9. The method of claim 8, wherein the segmenting the local region image according to the local image semantics comprises:

determining segmentation position information according to the local image semantics and the initial position information of the initial detection frame;

10. The method of claim 9, wherein determining segmentation location information based on the local image semantics and initial location information of the initial detection frame comprises:

determining local position information of the local area image corresponding to the local image semantics in the initial image;

11. An image processing apparatus, comprising:

the device comprises an acquisition module for acquiring an initial image, wherein the initial image comprises: an object to be processed;

the detection module is used for detecting the object to be processed in the initial image to obtain an initial detection frame corresponding to the object to be processed and initial position information of the initial detection frame in the initial image;

And the processing module is used for processing the initial image according to the initial position information and the initial detection frame to obtain a target image corresponding to the object to be processed.

12. The apparatus of claim 11, wherein the processing module comprises:

the first processing sub-module is used for processing the initial detection frame according to the initial position information to obtain a target detection frame; and

and the second processing sub-module is used for processing the initial image according to the target detection frame to obtain a target image corresponding to the object to be processed.

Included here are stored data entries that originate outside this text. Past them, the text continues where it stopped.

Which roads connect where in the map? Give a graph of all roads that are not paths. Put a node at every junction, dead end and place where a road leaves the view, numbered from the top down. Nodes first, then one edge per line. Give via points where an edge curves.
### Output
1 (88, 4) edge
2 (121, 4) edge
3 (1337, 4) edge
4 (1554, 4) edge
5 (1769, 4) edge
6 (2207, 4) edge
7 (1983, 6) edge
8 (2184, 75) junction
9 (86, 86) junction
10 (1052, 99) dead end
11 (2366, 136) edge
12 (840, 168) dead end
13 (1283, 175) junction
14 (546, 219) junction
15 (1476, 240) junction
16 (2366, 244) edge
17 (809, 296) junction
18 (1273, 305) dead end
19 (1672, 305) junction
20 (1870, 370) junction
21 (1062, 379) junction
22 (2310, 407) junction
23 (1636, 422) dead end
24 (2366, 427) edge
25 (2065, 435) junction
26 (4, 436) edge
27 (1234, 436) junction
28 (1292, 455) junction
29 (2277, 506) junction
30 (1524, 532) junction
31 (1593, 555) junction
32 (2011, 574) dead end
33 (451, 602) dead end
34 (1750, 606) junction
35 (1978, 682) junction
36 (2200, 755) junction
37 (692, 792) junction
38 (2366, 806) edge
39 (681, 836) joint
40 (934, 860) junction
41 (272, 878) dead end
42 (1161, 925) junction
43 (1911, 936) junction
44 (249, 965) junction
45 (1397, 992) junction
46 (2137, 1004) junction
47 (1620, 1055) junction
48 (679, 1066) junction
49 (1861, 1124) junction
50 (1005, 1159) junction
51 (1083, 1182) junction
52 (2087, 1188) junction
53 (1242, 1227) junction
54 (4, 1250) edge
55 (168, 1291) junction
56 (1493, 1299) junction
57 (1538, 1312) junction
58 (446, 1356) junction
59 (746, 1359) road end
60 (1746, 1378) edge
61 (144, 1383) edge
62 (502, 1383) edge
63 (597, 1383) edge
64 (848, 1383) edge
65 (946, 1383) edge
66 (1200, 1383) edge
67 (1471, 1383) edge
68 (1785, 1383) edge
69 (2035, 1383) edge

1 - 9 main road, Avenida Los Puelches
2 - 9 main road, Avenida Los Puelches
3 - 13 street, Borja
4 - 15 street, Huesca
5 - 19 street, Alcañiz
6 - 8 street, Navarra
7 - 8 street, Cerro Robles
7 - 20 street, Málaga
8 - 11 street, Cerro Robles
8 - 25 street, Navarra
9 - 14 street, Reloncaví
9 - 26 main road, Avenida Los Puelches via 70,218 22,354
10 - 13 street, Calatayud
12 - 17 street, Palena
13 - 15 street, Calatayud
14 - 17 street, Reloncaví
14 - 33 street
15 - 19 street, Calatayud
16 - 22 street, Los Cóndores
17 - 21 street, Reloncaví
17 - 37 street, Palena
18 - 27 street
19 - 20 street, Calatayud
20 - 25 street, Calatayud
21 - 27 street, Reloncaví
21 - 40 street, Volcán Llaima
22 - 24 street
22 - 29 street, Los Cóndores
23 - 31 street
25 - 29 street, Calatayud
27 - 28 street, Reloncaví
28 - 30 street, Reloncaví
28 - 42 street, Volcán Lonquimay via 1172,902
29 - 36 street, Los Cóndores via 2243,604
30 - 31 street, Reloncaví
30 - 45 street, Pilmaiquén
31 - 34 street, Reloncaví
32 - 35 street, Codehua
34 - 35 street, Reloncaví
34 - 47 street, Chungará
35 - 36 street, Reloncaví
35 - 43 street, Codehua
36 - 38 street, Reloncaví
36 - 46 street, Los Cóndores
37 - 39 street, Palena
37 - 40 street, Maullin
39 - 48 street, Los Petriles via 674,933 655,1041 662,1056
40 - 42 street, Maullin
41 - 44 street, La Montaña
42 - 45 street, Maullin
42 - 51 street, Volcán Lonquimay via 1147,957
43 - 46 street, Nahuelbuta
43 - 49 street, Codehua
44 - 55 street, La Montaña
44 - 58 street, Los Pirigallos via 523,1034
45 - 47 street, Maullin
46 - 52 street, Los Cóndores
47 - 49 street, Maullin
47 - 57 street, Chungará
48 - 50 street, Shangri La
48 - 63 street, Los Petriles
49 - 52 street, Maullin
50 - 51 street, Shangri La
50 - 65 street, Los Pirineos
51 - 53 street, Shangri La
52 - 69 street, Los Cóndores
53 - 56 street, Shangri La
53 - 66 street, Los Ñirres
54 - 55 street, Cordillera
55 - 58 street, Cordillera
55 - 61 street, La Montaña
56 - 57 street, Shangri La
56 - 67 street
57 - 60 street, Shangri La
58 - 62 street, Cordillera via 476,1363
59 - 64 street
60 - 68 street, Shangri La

13. The apparatus of claim 12, wherein the number of initial detection frames is a plurality;

the first processing sub-module is specifically configured to:

14. The apparatus of claim 13, wherein the first processing sub-module is further to:

15. The apparatus of claim 14, wherein the first processing sub-module is further to:

16. The apparatus of claim 15, wherein the first processing sub-module is further to:

17. The apparatus of claim 12, wherein the second processing sub-module is specifically configured to:

18. The apparatus of claim 17, wherein the second processing sub-module is further to:

19. The apparatus of claim 18, wherein the second processing sub-module is further to:

20. The apparatus of claim 19, wherein the second processing sub-module is further to:

21. An electronic device, comprising:

at least one processor; and

a memory communicatively coupled to the at least one processor; wherein,

the memory stores instructions executable by the at least one processor to enable the at least one processor to perform the image processing method of any one of claims 1-10.

22. A non-transitory computer-readable storage medium storing computer instructions, wherein the computer instructions are for causing the computer to perform the image processing method of any one of claims 1-10.